I am supposed to be getting stuff done for mom's celebration of life,
I cannot for the life of me get it done. I feel like some childish notion inside of my brain makes me stuck. If I don't do anything for it then I don't have to say goodbye in that public way.
I have been having major issues with people expecting my grief to be performative and yet it comes at me when people aren't expecting it and then they don't know what the hell to do with me.
Grief is not fucking convenient. It attacks when you least expect it, I say attack because when it comes, it comes all at once without mercy. It punches me square in the throat and in the heart. I feel like most days I am getting through it, but man oh man... does it ever hurt the days where I can't. I don't feel like some of the people around me understand, and I do not have the capacity to explain it some days.
The hesitancy, the exhaustion, the trying to find me again with a huge piece missing. Was she integral to me surviving, I guess I have to get through it now without her so that question is moot, but damn it... I didn't want to find this out in my thirties... I didn't want to have to navigate all of this time without her and here we are...
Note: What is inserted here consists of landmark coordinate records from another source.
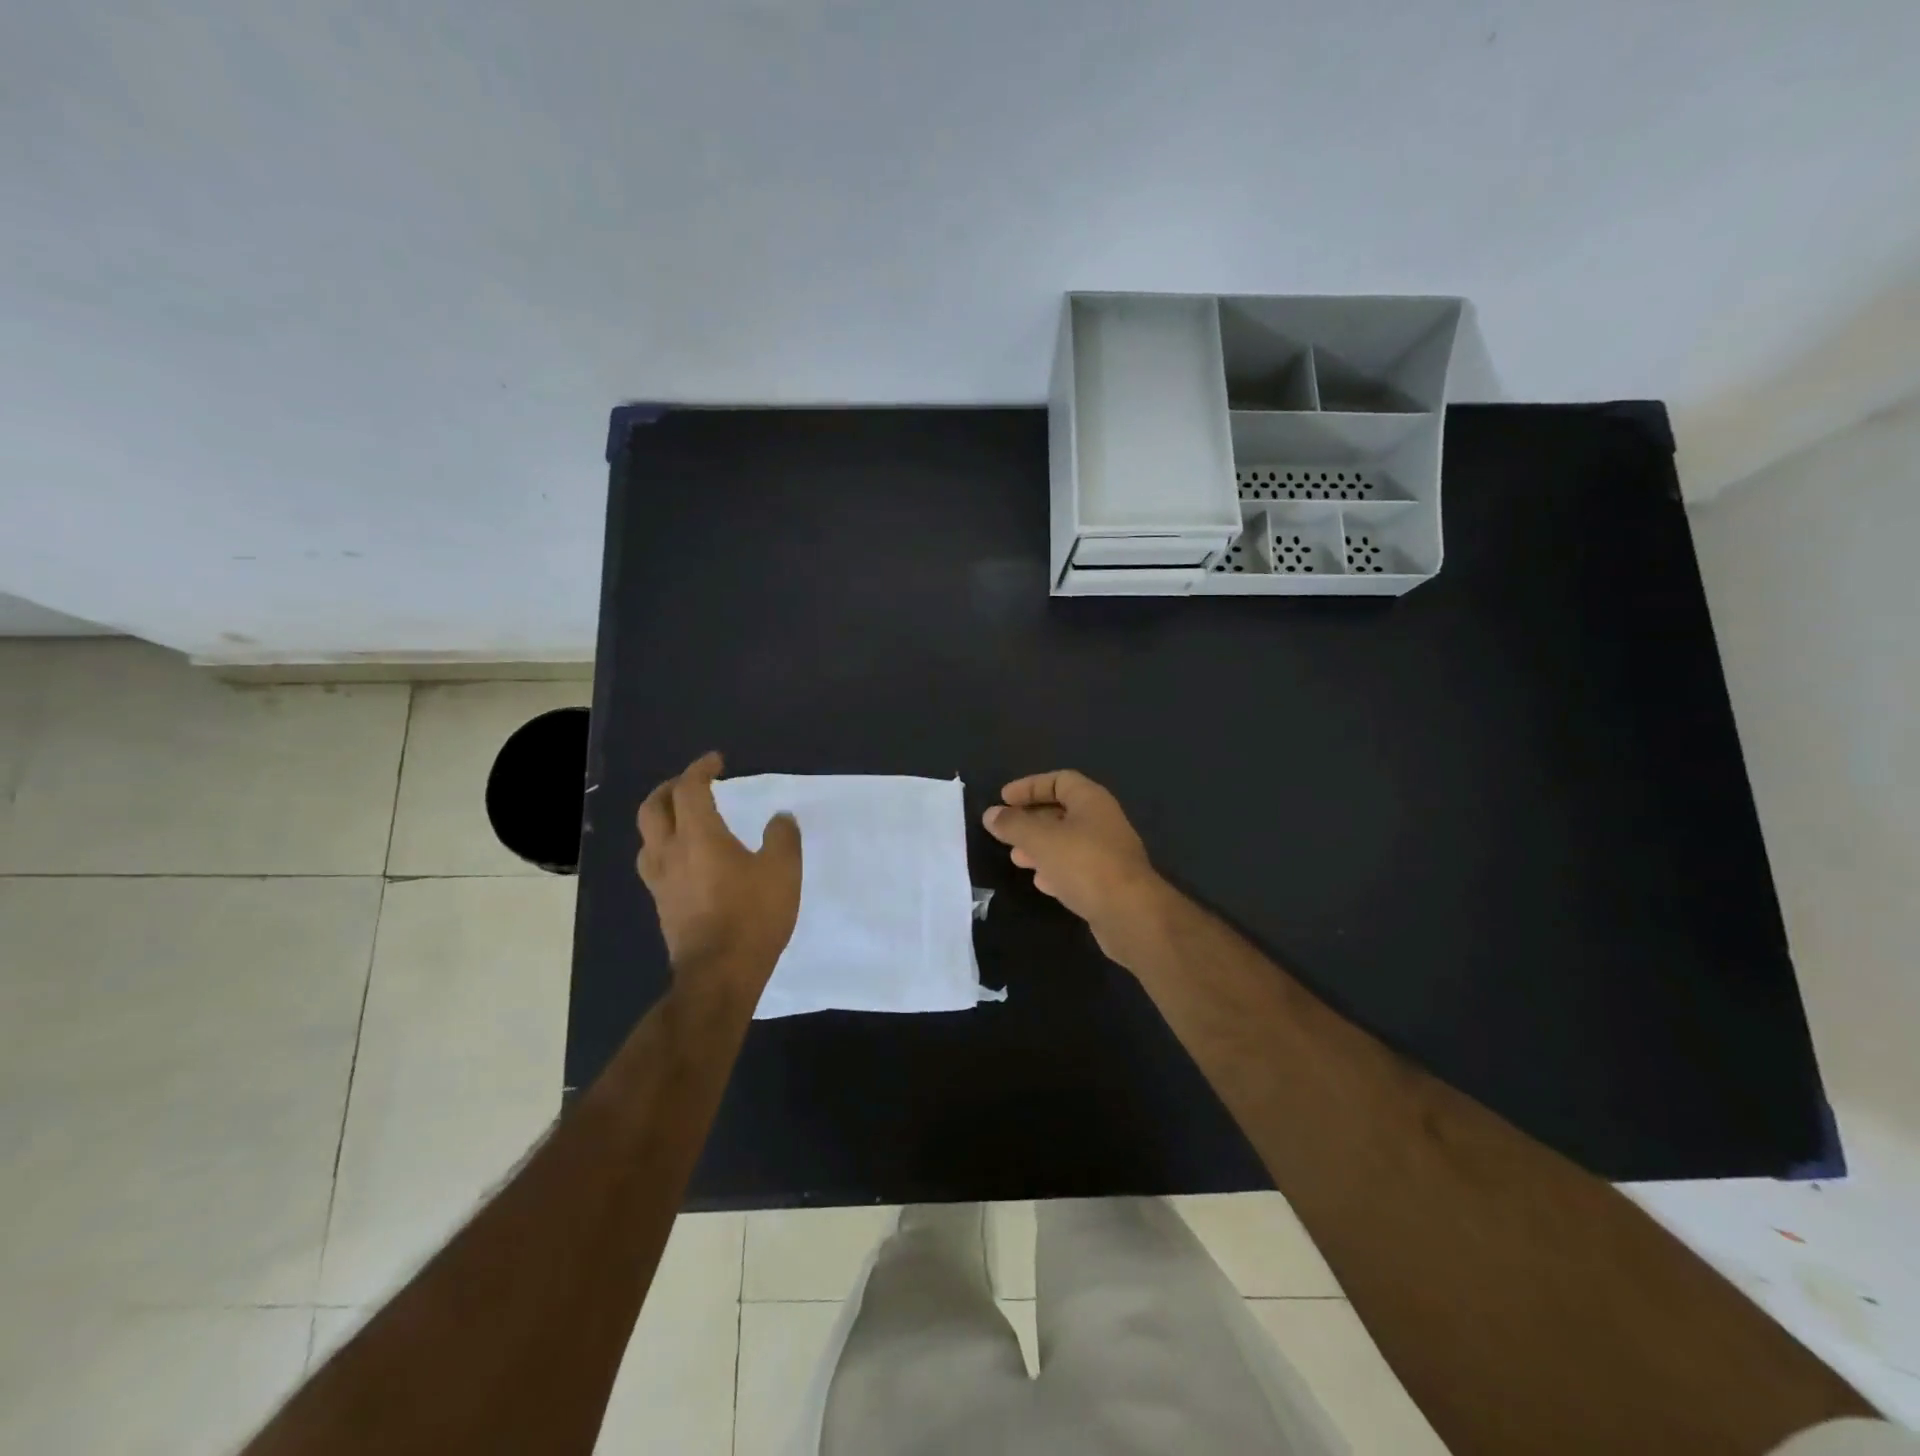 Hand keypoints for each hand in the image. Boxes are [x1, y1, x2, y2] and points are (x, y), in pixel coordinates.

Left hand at [637, 752, 801, 999]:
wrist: (719, 975)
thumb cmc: (752, 916)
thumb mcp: (783, 871)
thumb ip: (782, 838)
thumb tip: (779, 818)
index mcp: (699, 837)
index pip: (689, 790)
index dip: (700, 769)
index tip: (716, 761)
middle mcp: (670, 853)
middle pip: (653, 809)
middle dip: (669, 789)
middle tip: (690, 784)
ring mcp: (660, 882)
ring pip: (646, 838)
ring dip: (660, 819)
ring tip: (681, 820)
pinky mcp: (662, 906)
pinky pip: (654, 865)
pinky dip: (665, 849)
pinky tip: (686, 861)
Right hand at [982, 770, 1167, 962]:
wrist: (1130, 914)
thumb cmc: (1085, 864)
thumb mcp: (1041, 839)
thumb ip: (1013, 825)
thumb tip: (991, 814)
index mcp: (1091, 801)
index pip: (1059, 780)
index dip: (1030, 786)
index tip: (1004, 799)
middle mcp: (1102, 822)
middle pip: (1062, 812)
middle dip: (1031, 820)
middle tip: (1006, 832)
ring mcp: (1107, 854)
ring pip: (1067, 842)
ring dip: (1040, 847)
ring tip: (1016, 858)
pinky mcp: (1107, 883)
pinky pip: (1076, 868)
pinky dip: (1055, 870)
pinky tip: (1040, 882)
Doug continuously reminds me that I haven't needed her in a while, and that is true, I have been doing okay at managing our world but I wanted her to be a part of it. I wanted the kids to know her and experience having a grandma for longer than being 12, 7, and 5. It seems like utter fucking bullshit and i get that we should celebrate the life she had, but I am feeling all the things now that the clock has stopped and her life is over. Her life is over? her life is over. It seems like such a weird fucking thing to say... her life is over? Is it? I would argue it isn't, but her ability to create and share in new experiences is gone. She is gone, but the stories, experiences, and things shared live on.
Fuck, here I am playing the semantics game in my own head... kind of feels like self-flagellation. the back and forth in my brain. I am stalling... I feel stuck.